Membership is limited to music majors and minors, music faculty not already initiated as members in another professional music fraternity, and musicians of achievement who have never joined a professional music fraternity and who desire membership through a Special Election of active chapter members. Members are drawn from a diverse range of musical fields, including education, performance, therapy, and technology. Members of Mu Phi Epsilon are not permitted to be involved in the music fraternities Delta Omicron, Phi Beta, Phi Mu Alpha Sinfonia, or Sigma Alpha Iota, but may join the band fraternity Kappa Kappa Psi or band sorority Tau Beta Sigma. They are also free to join a social Greek house.

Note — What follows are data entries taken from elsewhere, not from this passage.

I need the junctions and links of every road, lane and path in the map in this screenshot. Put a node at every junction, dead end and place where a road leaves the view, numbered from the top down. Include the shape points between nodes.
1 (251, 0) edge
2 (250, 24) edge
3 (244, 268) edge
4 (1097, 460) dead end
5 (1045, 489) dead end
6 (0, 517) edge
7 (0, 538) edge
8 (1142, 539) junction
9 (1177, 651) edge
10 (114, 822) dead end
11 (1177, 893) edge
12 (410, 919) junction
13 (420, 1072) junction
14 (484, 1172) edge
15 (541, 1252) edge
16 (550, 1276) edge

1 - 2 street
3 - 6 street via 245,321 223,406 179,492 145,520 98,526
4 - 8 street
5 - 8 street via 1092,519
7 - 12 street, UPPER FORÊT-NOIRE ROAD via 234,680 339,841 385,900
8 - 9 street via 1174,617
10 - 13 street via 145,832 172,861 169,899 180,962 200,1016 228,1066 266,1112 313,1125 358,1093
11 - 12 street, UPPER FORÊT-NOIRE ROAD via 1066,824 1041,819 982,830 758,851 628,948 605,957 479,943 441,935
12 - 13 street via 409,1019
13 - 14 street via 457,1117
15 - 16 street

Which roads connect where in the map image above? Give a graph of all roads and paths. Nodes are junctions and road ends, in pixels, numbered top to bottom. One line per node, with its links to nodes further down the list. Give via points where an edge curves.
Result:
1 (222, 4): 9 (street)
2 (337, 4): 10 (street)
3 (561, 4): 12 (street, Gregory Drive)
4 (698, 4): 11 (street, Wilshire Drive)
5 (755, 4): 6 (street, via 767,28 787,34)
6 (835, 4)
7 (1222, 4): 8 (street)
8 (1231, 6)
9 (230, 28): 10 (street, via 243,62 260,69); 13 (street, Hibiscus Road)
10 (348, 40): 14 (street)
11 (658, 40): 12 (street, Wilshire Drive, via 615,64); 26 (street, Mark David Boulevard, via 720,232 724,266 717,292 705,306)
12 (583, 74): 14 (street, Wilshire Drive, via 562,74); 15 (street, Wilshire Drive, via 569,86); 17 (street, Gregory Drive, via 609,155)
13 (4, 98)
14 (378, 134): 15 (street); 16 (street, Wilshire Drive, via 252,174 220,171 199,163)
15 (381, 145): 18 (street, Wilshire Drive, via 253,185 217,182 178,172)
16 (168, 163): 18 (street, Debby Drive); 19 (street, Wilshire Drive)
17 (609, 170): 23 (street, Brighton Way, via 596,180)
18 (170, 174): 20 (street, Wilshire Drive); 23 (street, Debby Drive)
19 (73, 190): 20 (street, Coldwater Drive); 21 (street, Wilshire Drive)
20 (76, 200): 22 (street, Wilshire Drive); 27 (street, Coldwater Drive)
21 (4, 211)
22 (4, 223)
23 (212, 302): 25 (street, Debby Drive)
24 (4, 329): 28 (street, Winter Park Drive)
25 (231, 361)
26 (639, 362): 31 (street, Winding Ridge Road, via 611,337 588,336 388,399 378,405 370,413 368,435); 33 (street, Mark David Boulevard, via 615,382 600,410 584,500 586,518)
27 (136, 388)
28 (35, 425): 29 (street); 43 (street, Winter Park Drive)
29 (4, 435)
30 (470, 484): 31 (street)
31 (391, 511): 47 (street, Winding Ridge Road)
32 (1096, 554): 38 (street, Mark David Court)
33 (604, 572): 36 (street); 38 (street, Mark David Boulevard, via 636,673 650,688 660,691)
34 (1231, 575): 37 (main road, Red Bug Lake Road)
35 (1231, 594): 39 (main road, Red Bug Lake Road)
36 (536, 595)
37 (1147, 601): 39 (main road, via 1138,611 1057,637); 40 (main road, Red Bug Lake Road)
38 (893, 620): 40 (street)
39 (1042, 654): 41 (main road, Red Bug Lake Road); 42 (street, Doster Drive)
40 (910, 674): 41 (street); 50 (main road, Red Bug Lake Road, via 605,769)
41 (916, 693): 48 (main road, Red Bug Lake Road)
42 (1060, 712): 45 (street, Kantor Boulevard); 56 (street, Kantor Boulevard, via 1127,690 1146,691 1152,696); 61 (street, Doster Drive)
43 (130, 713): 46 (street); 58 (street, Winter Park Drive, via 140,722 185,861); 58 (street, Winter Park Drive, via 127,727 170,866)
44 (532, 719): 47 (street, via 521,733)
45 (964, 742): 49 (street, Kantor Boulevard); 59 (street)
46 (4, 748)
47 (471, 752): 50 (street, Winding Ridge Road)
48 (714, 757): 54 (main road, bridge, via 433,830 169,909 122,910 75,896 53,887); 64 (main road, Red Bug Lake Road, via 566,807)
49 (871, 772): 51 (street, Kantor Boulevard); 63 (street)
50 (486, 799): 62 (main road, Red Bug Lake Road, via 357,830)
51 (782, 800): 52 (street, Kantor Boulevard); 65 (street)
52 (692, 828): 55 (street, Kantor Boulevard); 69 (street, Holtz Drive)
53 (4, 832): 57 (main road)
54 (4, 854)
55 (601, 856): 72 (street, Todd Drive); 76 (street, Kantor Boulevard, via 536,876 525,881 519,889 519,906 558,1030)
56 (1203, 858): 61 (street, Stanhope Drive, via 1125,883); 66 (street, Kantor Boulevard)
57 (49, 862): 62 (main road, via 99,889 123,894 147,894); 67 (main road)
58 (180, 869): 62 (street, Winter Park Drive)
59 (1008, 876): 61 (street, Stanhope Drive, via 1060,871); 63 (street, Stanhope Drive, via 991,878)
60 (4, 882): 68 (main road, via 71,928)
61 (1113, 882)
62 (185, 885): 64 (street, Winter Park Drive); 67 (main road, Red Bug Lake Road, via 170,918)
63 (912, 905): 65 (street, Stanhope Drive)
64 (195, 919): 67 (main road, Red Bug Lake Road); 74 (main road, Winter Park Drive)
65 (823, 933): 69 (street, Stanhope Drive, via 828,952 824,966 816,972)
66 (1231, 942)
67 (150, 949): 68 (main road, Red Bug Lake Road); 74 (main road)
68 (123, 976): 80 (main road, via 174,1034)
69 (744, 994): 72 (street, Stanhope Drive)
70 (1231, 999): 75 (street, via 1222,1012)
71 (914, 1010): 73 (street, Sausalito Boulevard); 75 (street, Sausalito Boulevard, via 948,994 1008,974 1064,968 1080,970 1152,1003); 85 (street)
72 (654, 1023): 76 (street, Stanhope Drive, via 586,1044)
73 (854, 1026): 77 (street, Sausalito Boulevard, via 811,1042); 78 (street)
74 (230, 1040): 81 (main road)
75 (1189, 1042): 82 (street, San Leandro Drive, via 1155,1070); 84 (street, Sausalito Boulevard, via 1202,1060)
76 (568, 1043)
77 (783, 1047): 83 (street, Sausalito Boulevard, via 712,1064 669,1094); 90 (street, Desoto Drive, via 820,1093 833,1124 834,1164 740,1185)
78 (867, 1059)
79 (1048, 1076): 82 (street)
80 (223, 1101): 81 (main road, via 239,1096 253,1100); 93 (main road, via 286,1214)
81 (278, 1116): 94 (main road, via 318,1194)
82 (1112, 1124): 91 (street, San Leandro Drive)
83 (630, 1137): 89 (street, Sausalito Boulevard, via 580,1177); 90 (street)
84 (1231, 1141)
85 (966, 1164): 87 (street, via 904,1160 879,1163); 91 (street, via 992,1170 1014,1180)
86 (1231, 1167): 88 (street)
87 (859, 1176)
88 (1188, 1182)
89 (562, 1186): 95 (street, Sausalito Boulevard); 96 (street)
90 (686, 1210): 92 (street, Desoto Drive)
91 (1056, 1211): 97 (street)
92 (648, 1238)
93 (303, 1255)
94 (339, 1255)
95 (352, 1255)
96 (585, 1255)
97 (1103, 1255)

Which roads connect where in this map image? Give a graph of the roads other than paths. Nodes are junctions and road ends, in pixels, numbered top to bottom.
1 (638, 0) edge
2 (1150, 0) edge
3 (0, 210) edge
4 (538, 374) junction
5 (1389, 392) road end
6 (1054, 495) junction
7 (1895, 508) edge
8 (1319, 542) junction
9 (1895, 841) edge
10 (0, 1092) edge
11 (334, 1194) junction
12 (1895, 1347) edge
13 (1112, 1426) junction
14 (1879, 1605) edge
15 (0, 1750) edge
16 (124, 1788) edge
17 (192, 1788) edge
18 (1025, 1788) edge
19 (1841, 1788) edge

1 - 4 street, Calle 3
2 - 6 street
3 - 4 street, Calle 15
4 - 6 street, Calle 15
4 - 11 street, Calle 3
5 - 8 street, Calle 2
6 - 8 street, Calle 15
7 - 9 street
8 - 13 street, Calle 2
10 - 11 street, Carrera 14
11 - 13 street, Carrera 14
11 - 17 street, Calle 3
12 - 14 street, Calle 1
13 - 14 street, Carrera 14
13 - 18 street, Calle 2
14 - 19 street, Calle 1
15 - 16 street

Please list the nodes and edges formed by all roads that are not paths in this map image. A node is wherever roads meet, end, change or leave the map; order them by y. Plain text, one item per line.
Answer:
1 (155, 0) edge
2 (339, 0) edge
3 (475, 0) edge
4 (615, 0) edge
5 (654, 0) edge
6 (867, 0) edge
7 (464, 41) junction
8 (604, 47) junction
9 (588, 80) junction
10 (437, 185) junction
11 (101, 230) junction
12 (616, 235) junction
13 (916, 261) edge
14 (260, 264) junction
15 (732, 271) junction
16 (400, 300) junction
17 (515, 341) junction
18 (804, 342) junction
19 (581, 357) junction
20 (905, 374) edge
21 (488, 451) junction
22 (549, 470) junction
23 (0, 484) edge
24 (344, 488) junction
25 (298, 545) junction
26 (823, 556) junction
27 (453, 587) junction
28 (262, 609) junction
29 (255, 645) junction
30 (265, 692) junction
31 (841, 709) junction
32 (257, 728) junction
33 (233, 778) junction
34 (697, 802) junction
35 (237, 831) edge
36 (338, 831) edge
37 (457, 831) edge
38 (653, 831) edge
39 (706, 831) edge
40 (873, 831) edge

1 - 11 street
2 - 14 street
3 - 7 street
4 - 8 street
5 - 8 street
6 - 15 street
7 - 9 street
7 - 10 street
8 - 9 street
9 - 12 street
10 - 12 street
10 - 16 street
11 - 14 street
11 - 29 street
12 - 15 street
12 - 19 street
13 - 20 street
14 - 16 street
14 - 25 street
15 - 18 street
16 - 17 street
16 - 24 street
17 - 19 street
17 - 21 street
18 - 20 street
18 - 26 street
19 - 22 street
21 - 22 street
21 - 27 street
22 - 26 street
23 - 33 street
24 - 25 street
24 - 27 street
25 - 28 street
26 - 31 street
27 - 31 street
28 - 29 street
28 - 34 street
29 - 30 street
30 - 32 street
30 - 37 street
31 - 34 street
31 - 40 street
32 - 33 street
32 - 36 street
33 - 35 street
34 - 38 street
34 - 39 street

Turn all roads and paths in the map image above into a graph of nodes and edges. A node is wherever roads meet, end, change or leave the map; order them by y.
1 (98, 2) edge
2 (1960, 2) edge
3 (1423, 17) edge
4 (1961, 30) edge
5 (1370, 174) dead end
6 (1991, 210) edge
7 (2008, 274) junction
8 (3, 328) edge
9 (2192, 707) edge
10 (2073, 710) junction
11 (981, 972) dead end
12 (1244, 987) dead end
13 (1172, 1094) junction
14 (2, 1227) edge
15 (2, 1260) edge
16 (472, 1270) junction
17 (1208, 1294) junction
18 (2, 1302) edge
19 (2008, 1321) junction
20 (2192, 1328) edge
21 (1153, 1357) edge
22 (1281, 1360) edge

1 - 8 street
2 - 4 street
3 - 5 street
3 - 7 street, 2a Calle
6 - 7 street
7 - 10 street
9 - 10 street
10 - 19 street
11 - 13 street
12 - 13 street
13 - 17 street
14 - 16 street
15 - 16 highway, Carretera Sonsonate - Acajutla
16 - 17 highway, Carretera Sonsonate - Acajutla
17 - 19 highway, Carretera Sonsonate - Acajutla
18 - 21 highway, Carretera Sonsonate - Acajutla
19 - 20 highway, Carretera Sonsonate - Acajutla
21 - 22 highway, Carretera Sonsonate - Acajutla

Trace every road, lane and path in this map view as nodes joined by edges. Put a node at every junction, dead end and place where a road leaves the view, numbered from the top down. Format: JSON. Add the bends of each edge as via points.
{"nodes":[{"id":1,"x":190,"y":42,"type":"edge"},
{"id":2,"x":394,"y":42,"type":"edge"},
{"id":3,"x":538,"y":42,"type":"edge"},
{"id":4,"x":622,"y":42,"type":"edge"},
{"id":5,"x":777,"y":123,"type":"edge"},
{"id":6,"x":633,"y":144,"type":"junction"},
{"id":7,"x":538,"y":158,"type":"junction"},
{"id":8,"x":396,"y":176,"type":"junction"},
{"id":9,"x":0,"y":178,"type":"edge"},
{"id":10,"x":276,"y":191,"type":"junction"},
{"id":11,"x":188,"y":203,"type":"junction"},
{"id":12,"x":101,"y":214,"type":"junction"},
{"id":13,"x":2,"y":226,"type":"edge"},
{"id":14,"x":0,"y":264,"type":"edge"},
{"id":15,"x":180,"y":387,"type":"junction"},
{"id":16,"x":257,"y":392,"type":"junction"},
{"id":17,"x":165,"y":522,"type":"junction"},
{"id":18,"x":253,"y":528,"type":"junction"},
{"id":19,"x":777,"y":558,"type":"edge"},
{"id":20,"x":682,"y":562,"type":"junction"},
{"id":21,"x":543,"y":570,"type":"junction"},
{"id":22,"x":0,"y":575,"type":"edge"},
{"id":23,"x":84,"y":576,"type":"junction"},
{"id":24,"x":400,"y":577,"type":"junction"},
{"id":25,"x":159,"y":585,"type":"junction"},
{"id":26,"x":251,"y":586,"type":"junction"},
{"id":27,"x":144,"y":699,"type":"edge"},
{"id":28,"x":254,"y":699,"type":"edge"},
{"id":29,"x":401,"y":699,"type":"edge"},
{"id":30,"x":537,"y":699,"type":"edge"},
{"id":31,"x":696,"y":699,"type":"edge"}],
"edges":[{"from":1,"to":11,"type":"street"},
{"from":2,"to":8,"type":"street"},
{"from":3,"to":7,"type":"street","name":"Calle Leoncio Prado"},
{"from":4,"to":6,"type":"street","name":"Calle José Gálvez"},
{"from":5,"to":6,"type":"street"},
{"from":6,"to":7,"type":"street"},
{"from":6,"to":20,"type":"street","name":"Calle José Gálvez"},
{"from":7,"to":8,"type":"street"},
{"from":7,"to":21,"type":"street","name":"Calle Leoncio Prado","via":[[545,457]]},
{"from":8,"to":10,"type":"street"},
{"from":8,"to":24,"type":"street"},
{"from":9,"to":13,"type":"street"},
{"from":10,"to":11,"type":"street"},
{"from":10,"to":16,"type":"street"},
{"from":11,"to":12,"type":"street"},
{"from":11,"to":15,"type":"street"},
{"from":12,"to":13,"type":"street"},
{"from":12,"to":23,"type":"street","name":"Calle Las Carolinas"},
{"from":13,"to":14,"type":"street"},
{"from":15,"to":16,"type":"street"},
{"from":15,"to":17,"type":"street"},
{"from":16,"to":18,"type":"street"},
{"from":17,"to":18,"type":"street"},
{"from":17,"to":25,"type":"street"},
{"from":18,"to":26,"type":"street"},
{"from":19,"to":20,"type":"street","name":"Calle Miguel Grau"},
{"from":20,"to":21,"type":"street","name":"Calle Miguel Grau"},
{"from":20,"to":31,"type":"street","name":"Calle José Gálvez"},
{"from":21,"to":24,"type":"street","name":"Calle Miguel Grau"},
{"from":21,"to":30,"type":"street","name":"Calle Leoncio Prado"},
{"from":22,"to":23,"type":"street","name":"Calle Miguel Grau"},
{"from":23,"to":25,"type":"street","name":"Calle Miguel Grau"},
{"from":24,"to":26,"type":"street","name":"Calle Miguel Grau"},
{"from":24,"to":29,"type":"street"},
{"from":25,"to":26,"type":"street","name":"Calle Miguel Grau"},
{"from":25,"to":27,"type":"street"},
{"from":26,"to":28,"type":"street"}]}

Those seeking membership must first ensure that they meet the academic requirements for members of Mu Phi Epsilon. Candidates will then go through a process that involves several activities. This process is intended to get candidates better acquainted with the members, as well as to give them the knowledge about the fraternity that all members should know. Activities may include, but are not limited to, service projects, fundraising, music-making, and other forms of outreach. This process can vary slightly from chapter to chapter based on local tradition, but the essentials of it remain the same. Once through this process, candidates gain full membership in Mu Phi Epsilon as long as they remain in good standing academically and professionally.

==Administration==

The administration of Mu Phi Epsilon is made up of three main bodies: The executive board, the Foundation, and the district directors. The executive board is made up of eight people, including the President (currently Kurt-Alexander Zeller), five vice presidents, the executive secretary-treasurer, and the editor of The Triangle. The Mu Phi Epsilon Foundation was established for the benefit of philanthropic projects suitable to commemorate the aims and purposes of the Fraternity. Finally, the district directors are appointed to oversee the Fraternity chapters in geographical divisions of the United States. They meet personally with the collegiates and alumni, answer questions, give support, and help them work through problems. Currently, the collegiate and alumni chapters are divided into twelve Provinces and thirty-five districts within those provinces.

== Chapters ==

Since 1903, 227 chapters of Mu Phi Epsilon have been installed on college campuses, and 113 alumni chapters have been established in cities near those colleges.

==Notable members==
Notable Mu Phi Epsilon members include performers such as Marjorie Finlay, Leone Buyse, Stephanie Chase, Joyce DiDonato, Alma Gluck, Marilyn Horne, Alice Nielsen, Ernestine Schumann-Heink, and Shirley Verrett; composers such as Hansi Alt, Amy Beach, Cécile Chaminade, Emma Lou Diemer, Nancy Plummer Faxon, Jessie Gaynor, Carrie Jacobs-Bond, Virginia Kendrick, Blythe Owen, Zenobia Powell Perry, Deon Nielsen Price, Alice McElroy Procter, Natalia Raigorodsky, Williametta Spencer, Mary Jeanne van Appledorn, Viola Van Katwijk, June Weybright Jean E. Williams, Ruth Shaw Wylie, and Chen Yi; and other notable musicians including TV personality Diane Bish, music educators Hazel Gertrude Kinschella and Rosalie Speciale, and music librarian Ruth Watanabe. Mu Phi Epsilon also recognizes its stellar members through the ACME honorific (Artists, Composers, Musicologists, and Educators), awarded to members who are distinguished in their field.